Betroffene werden zu Beteiligten - 20 Jahre Behindertenbeirat
am 09.01.2020 von Barbara Rau
Seit 20 Jahren gibt es in Isny einen Behindertenbeirat mit Behindertensprecher beziehungsweise Behindertenbeauftragter. Das fehlende Bewusstsein für die Notwendigkeit, barrierefrei zu bauen, war Anlass, dieses Amt einzuführen. Im Frühjahr ist wieder Wahl.
Mit dem Isnyer Kino hat es angefangen. Dass dieses nach der Renovierung für Menschen mit Handicap, vor allem mit Rollstuhl, ein unerreichbarer Platz war, führte zu einer Demo mit Verleihung einer „Gelben Zitrone“ für nicht barrierefreies Bauen. Es gab damals schon Strukturen und Aktivitäten, die 1999 in ein festes Gremium mündeten. Aus der offenen Behindertenarbeit (OBA) heraus, die wiederum wesentlich von behinderten Menschen des Stephanuswerks hervorgegangen war, wurde der Behindertenbeirat begründet. Am 3. Juli 1999 war die „Handicap-Messe“ – ähnlich der heutigen Seniorenmesse – und an diesem Tag erfolgte die Wahl zum Behindertensprecher (später Behindertenbeauftragter genannt). Jürgen Schlichter wurde von Betroffenen gewählt, gemäß der Intention, „aus Betroffenen Beteiligte machen“. Otto Ziegler, früh inklusionsbewegt und seit Vereinsgründung Vorsitzender der OBA, war Initiator und Motor, der entsprechend seiner christlichen Überzeugung bei den Kirchengemeinden und der Kommune gleichermaßen die bessere Integration behinderter Menschen in das gesellschaftliche Leben mit Nachdruck eingefordert hat. „Ohne Otto Ziegler wäre das nicht ins Laufen gekommen“, sagt Hannelore Sieling, die damals dem Beirat beitrat. Seit 2012 ist sie selbst Behindertenbeauftragte der Stadt, ihre Stellvertreterin ist Corinna Padberg. Zuvor waren Dagmar Dobermann, Jürgen Schlichter, Monika Hauser und Jochen Gröber, Michael Agotz und Hubert Möslein Behindertenbeauftragte beziehungsweise Stellvertreter.

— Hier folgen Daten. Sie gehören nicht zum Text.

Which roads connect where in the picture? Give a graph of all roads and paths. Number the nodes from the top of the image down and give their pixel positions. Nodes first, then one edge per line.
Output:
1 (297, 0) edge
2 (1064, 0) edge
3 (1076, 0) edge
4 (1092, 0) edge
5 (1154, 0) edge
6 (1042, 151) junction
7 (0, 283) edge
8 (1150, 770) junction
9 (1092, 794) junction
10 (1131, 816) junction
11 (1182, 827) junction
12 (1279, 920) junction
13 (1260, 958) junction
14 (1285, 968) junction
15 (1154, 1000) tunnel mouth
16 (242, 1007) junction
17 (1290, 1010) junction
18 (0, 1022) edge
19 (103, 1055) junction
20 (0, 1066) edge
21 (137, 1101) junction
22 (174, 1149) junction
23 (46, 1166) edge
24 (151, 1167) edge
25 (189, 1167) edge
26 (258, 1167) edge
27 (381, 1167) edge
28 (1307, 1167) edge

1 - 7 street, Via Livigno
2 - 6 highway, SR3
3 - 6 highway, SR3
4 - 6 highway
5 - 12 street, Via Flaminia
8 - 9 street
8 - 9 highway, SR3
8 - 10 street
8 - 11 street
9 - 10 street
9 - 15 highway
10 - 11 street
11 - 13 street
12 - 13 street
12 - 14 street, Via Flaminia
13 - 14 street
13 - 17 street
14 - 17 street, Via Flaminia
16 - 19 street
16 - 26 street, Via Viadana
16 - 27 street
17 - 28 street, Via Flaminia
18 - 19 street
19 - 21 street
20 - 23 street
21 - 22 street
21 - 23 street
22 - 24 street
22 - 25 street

Aus den Fehlern habe man in der Stadt gelernt, „es hat sich was verändert“, loben Hannelore Sieling und Otto Ziegler. Sie nennen beispielhaft den Oberen Graben, die Planungen für den Marktplatz und den barrierearmen Wanderweg. Isny wurde bereits dreimal als behindertenfreundliche Stadt ausgezeichnet. Die Zusammenarbeit mit der Stadt sei von Wertschätzung gekennzeichnet und man bekomme Unterstützung. Umgekehrt gilt das aber auch, wie Markus Lutz vom Fachbereich Bauen, Wirtschaft, Immobilien erklärt. Er ist Ansprechpartner für Barrierefreiheit im öffentlichen Straßenraum. „Mit Frau Sieling zusammenzuarbeiten ist konstruktiv und sehr angenehm.“
Noch viel zu tun
Aber es gibt auch noch einiges zu tun. Im Schloss oder in der vhs sind Aufzüge gewünscht. Generell sollten Sitzungsräume barrierefrei erreicht werden können. Auch die Verwendung von einfacher Sprache zählt zur Barrierefreiheit.
Bei der Teilhabe gibt es Rückenwind durch die Gesetzeslage. Sei es das Landesbehindertengleichstellungsgesetz oder die entsprechende UN-Konvention. Allerdings finden Sieling und Ziegler, dass in Isny im Behindertenbeirat zu viele Vertreter von Einrichtungen und Diensten sind und weniger Betroffene. Das soll sich ändern und künftig mehr Betroffene oder deren Vertreter im Beirat sitzen. Auch politische Vertreter sind erwünscht im Beirat, aus jeder Fraktion sollte einer benannt werden. Der Beirat ist zahlenmäßig unbegrenzt.
Kommendes Frühjahr ist wieder Wahl. Die bisherige Urwahl ist aus datenschutzrechtlichen Gründen nicht mehr möglich. Hannelore Sieling ruft deshalb dazu auf, dass sich aus allen Gruppierungen Vertreter für den Behindertenbeirat bei ihr melden. Aus dem Beirat heraus werden zwei Sprecher gewählt. Geändert hat sich die Voraussetzung für die Wählbarkeit des Sprechers. Der Behinderungsgrad wurde von 50 auf 30 Prozent gesenkt. Dass sich insbesondere die Betroffenen im Beirat einbringen, ist ein dringender Wunsch von Hannelore Sieling und Otto Ziegler.